:: INFORMATION
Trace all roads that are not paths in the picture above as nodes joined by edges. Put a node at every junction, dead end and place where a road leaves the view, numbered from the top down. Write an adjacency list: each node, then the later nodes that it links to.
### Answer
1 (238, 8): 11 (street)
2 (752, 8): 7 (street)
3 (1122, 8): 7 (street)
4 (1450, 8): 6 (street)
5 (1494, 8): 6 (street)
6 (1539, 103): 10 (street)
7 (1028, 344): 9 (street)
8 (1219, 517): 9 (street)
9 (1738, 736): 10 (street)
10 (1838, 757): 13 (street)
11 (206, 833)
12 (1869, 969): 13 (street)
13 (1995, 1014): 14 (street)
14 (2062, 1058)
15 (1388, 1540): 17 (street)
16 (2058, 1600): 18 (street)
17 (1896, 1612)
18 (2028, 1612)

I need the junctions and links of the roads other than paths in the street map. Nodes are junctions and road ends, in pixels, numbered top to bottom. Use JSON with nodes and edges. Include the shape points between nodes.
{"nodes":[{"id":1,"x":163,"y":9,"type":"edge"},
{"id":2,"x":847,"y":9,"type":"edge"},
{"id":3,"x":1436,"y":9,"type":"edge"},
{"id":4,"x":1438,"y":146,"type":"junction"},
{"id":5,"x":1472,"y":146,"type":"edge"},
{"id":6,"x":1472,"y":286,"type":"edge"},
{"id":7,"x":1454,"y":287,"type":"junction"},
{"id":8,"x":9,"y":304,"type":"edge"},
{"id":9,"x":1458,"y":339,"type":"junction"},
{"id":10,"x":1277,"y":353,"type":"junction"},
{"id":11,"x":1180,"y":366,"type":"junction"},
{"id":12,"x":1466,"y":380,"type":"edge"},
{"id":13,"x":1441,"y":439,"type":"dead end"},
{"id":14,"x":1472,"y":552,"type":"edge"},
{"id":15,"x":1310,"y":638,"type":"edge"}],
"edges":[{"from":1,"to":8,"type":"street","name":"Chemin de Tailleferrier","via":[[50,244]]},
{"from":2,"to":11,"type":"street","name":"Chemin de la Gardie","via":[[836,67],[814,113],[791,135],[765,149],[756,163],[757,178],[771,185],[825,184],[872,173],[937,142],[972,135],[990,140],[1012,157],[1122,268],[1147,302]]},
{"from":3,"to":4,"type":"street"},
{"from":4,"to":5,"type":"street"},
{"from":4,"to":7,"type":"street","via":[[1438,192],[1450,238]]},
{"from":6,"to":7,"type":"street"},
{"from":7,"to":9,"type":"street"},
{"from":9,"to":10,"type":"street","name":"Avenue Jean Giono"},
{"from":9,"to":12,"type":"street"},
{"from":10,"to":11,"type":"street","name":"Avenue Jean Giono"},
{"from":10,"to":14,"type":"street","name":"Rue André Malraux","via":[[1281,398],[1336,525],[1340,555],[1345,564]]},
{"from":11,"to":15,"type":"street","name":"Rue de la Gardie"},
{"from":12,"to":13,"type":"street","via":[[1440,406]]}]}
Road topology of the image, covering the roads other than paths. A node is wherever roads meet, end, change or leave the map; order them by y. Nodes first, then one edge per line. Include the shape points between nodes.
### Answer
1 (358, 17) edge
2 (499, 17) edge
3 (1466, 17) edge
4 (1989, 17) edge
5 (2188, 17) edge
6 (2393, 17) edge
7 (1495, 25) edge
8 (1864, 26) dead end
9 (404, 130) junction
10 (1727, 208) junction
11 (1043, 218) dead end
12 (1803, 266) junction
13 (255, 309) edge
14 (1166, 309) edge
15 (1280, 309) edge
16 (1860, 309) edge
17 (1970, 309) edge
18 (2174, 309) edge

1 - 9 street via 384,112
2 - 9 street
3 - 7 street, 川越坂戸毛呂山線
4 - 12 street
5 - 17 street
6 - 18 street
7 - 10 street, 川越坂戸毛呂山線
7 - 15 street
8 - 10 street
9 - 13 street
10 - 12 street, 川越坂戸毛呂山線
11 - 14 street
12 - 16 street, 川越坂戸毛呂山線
::::
EXERCISE — Output all of the records above unchanged.

WRITTEN SOLUTION —
Trace all roads that are not paths in the picture above as nodes joined by edges. Put a node at every junction, dead end and place where a road leaves the view, numbered from the top down. Write an adjacency list: each node, then the later nodes that it links to.
### Answer
1 (238, 8): 11 (street)
2 (752, 8): 7 (street)
3 (1122, 8): 7 (street)
4 (1450, 8): 6 (street)
5 (1494, 8): 6 (street)
6 (1539, 103): 10 (street)
7 (1028, 344): 9 (street)
8 (1219, 517): 9 (street)
9 (1738, 736): 10 (street)
10 (1838, 757): 13 (street)
11 (206, 833)
12 (1869, 969): 13 (street)
13 (1995, 1014): 14 (street)
14 (2062, 1058)
15 (1388, 1540): 17 (street)
16 (2058, 1600): 18 (street)
17 (1896, 1612)
18 (2028, 1612)

I need the junctions and links of the roads other than paths in the street map. Nodes are junctions and road ends, in pixels, numbered top to bottom. Use JSON with nodes and edges. Include the shape points between nodes.
{"nodes":[{"id":1,"x":163,"y":9,"type":"edge"},
{"id":2,"x":847,"y":9,"type":"edge"},
{"id":3,"x":1436,"y":9,"type":"edge"},
{"id":4,"x":1438,"y":146,"type":"junction"},
{"id":5,"x":1472,"y":146,"type":"edge"},
{"id":6,"x":1472,"y":286,"type":"edge"},
{"id":7,"x":1454,"y":287,"type":"junction"},
{"id":8,"x":9,"y":304,"type":"edge"},
{"id":9,"x":1458,"y":339,"type":"junction"},
{"id":10,"x":1277,"y":353,"type":"junction"},
{"id":11,"x":1180,"y":366,"type":"junction"},
{"id":12,"x":1466,"y":380,"type":"edge"},
{"id":13,"x":1441,"y":439,"type":"dead end"},
{"id":14,"x":1472,"y":552,"type":"edge"},
{"id":15,"x":1310,"y":638,"type":"edge"}],
"edges":[{"from":1,"to":8,"type":"street","name":"Chemin de Tailleferrier","via":[[50,244]]},
{"from":2,"to":11,"type":"street","name":"Chemin de la Gardie","via":[[836,67],[814,113],[791,135],[765,149],[756,163],[757,178],[771,185],[825,184],[872,173],[937,142],[972,135],[990,140],[1012,157],[1122,268],[1147,302]]},
{"from":3,"to":4,"type":"street"},
{"from":4,"to":5,"type":"street"},
{"from":4,"to":7,"type":"street","via":[[1438,192],[1450,238]]},
{"from":6,"to":7,"type":"street"},
{"from":7,"to":9,"type":"street"},
{"from":9,"to":10,"type":"street","name":"Avenue Jean Giono"},
{"from":9,"to":12,"type":"street"},
{"from":10,"to":11,"type":"street","name":"Avenue Jean Giono"},
{"from":10,"to":14,"type":"street","name":"Rue André Malraux","via":[[1281,398],[1336,525],[1340,555],[1345,564]]},
{"from":11,"to":15,"type":"street","name":"Rue de la Gardie"},
{"from":12,"to":13,"type":"street","via":[[1440,406]]}]}
Road topology of the image, covering the roads other than paths. A node is wherever roads meet, end, change or leave the map; order them by y. Nodes first, then one edge per line. Include the shape points between nodes.
### Answer
1 (358, 17) edge
2 (499, 17) edge
3 (1466, 17) edge
4 (1989, 17) edge
5 (2188, 17) edge
6 (2393, 17) edge
7 (1495, 25) edge
8 (1864, 26) dead end
9 (404, 130) junction
10 (1727, 208) junction
11 (1043, 218) dead end
12 (1803, 266) junction
13 (255, 309) edge
14 (1166, 309) edge
15 (1280, 309) edge
16 (1860, 309) edge
17 (1970, 309) edge
18 (2174, 309) edge

1 - 9 street via 384,112
2 - 9 street
3 - 7 street, 川越坂戸毛呂山線
4 - 12 street
5 - 17 street
6 - 18 street
7 - 10 street, 川越坂戸毛呂山線
7 - 15 street
8 - 10 street
9 - 13 street
10 - 12 street, 川越坂戸毛呂山線
11 - 14 street
12 - 16 street, 川越坂戸毛呂山線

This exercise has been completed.